Gen Z workers will want what everyone else wants, he said, but “they will ask for it. It’s true of millennials, and we will see that even more with this next generation.”
They’re expected to place more emphasis on financial security, flexibility and workplaces that reflect the growing diversity of their schools and peer groups.
Anna Gifty Opoku-Agyeman, a 22-year-old math major who will graduate this month from the University of Maryland, Baltimore County, called her generation “vocal.”
“We say what’s on our minds, and we say it loudly, maybe too loudly,” Opoku-Agyeman said. “We’re not keeping our heads down and doing what’s in front of you and if there’s a problem ignore it. No, if it’s a problem, let’s address it.”
The Columbia resident said her age group may appear obsessed with tweets and “likes,” but there’s a flip side in that “we’re able to use the digital space for our benefit.”
To woo young talent, employers are offering flexible career paths, virtual internships and tuition assistance. Increasingly, employers also are tailoring recruitment and training to appeal to a group accustomed to learning from videos and online.

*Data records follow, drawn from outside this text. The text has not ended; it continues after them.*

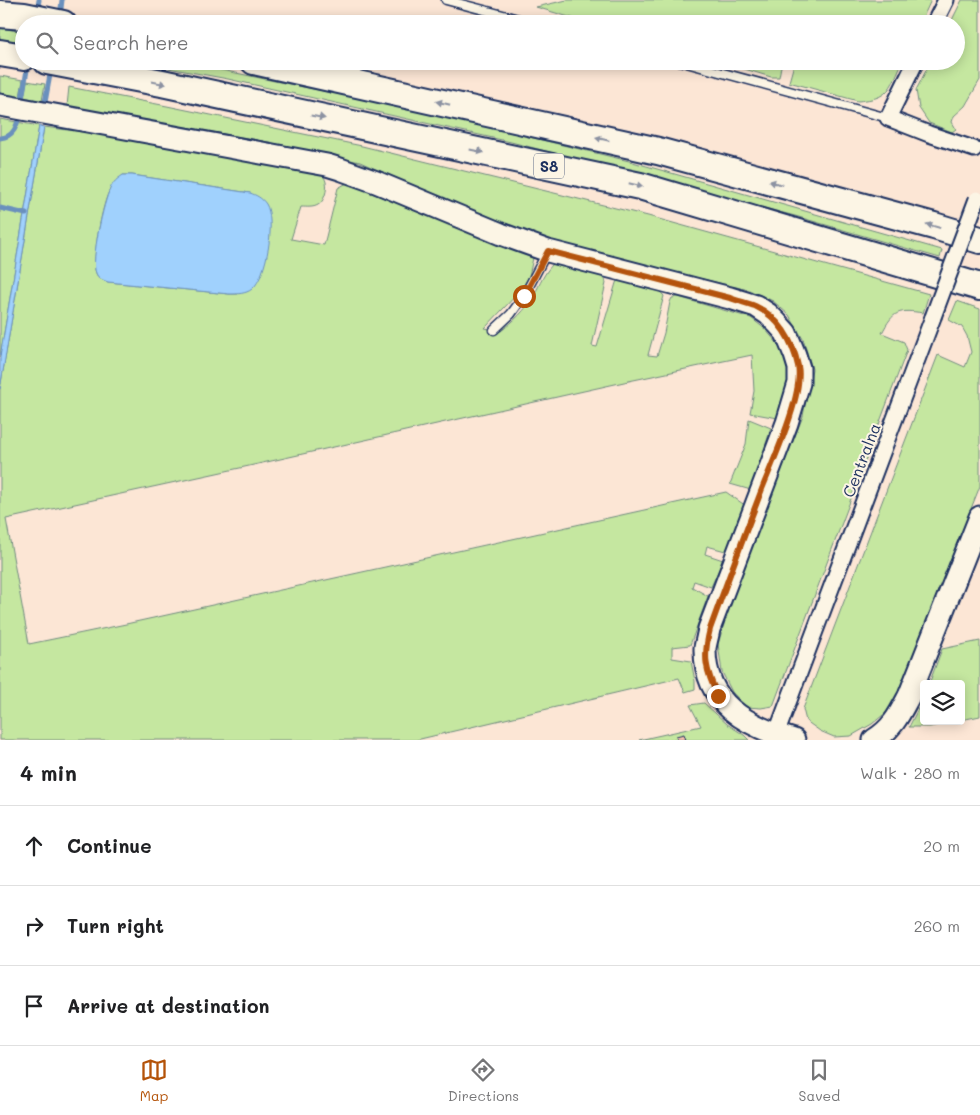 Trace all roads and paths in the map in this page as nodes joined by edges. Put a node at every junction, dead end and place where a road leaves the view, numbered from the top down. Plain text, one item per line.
1 (446, 0) edge
2 (946, 0) edge
3 (503, 15) edge
4 (938, 15) edge
5 (91, 70) edge
6 (294, 70) edge
7 (712, 70) edge
8 (912, 70) edge
9 (8, 107) edge
10 (888, 118) junction
11 (974, 149) dead end
12 (979, 196) edge
13 (980, 240) edge
14 (548, 251) junction
15 (980, 287) edge
16 (494, 330) dead end
17 (980, 517) edge
18 (781, 738) edge
19 (874, 740) edge

1 - 3 lane
2 - 4 street
5 -> 15 highway, S8
13 -> 6 highway, S8
7 - 10 lane
8 - 10 street
9 - 14 street
10 - 11 street
12 - 18 street, Centralna, bridge
14 - 16 lane
14 - 18 street
17 - 19 street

AT&T employees looking for new roles or promotions can earn fast-track “nano” degree certification in areas of company growth such as artificial intelligence or data analytics, or enroll in online master’s degree programs with company help. Ruby Tuesday trains kitchen staff with YouTube-style videos. The U.S. Army has turned to YouTube, Facebook and Instagram to reach new recruits with a hip-hop recruiting video featuring dancing soldiers rapping about the benefits of enlisted life.
For Gen Z, YouTube is not just for fun — video and visual media is the preferred method of learning, said Asha Choksi, vice president of global research and insights for education publishing company Pearson. Studies show about a third of Gen Z members spend four or more hours a day watching videos online, she said.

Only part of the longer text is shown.